En Bolivia, el gremio de operadores de juegos de azar tuvo que apelar al poder judicial, para poder operar máquinas tragamonedas en este país.
“Hace algunos meses, la Asociación Gremial de Operadores, Fabricantes e Importadores de Juegos de Entretenimiento Electrónico de Destreza y Habilidad", solicitó al Concejo aprobar el funcionamiento de la actividad de máquinas tragamonedas”. Estas fueron las declaraciones que hizo Tatiana Rojas, presidenta del Concejo de Cochabamba, al diario “El Tiempo”. En ese momento, el Concejo Deliberante de Cochabamba se declaró incompetente para actuar, ya que todas las autorizaciones para la instalación de salas de juego y sus correspondientes máquinas, deben provenir de LONABOL, la Lotería Nacional de Bolivia.

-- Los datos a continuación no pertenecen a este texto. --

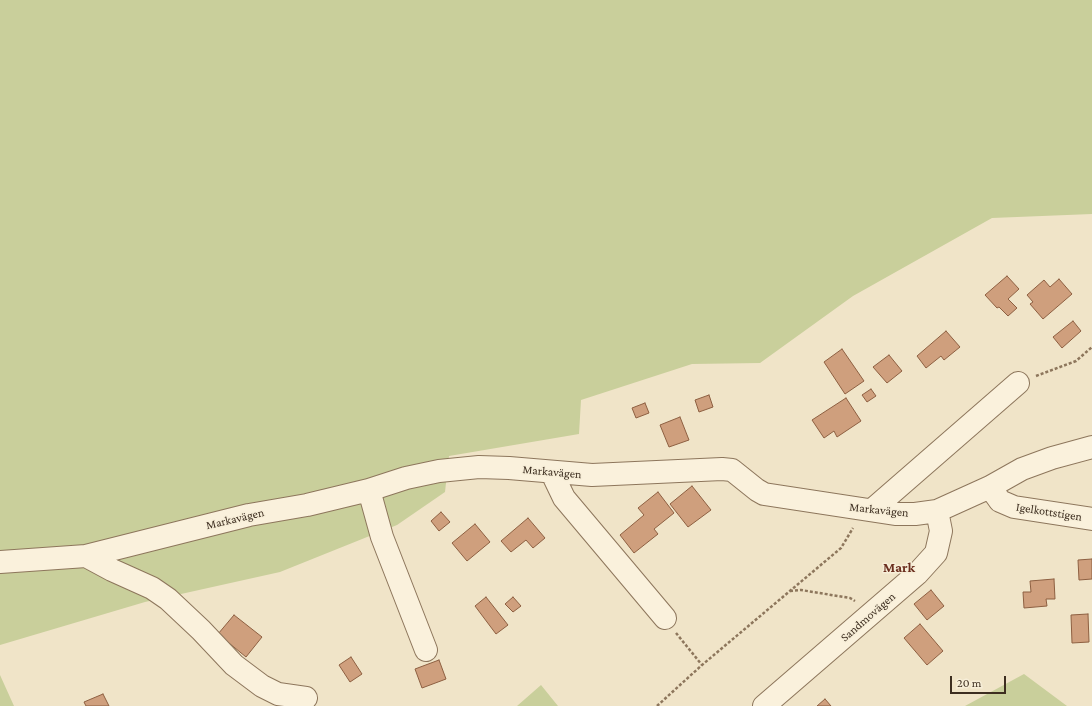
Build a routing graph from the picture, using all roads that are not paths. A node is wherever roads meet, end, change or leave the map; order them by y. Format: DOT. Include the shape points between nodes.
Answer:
graph roads {
  1 [pos="1018,383"];
  2 [pos="1092,447"];
  3 [pos="552,473"];
  4 [pos="990,487"];
  5 [pos="369,490"];
  6 [pos="872,510"];
  7 [pos="937,511"];
  8 [pos="1092,518"];
  9 [pos="86,556"];
  10 [pos="0,562"];
  11 [pos="665,618"];
  12 [pos="426,650"];
  13 [pos="306,698"];
  14 [pos="764,706"];
  1 -- 6 [label="street"];
  2 -- 4 [label="street, Markavägen" via="1044,460"];
  3 -- 5 [label="street, Markavägen" via="479,467 439,471"];
  3 -- 6 [label="street, Markavägen" via="592,476 732,470 764,494"];
  3 -- 11 [label="street" via="564,498"];
  4 -- 7 [label="street, Markavägen"];
  4 -- 8 [label="street, Igelkottstigen" via="1000,502 1014,507"];
  5 -- 9 [label="street, Markavägen" via="307,505 249,515"];
  5 -- 12 [label="street" via="382,537"];
  6 -- 7 [label="street, Markavägen" via="895,514"];
  7 -- 14 [label="street, Sandmovägen" via="941,531 936,553 917,574"];
  9 -- 10 [label="street, Markavägen"];
  9 -- 13 [label="street" via="152,588 168,599 234,665 262,686 278,694"];
}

A partir de ese momento, los operadores de salas de juegos y máquinas tragamonedas comenzaron con el proceso administrativo que les permita operar legalmente dentro de esa localidad. Sin embargo, tampoco obtuvieron sus permisos.
Walter Rocha, director de Asesoría Jurídica del Concejo, ha dicho que una vez que se agotaron las vías administrativas, la asociación de operadores tuvo que recurrir a la justicia ordinaria e iniciar un Proceso Contencioso Administrativo, para conseguir que el Concejo Deliberante de finalmente la autorización correspondiente. Es que los operadores de tragamonedas quieren que se legalice finalmente su situación.
A la fecha, el caso se encuentra en la llamada Sala Relatora (Sala Civil Primera), para luego pasar a la Sala Plena de la Corte de Distrito de Justicia de Cochabamba, que es el organismo que finalmente dará un fallo al respecto.
En caso de ser favorable para los operadores de juegos de azar, podrían darse casos similares en el resto del país, lo que permitiría la apertura de salas de tragamonedas en todo el territorio de Bolivia.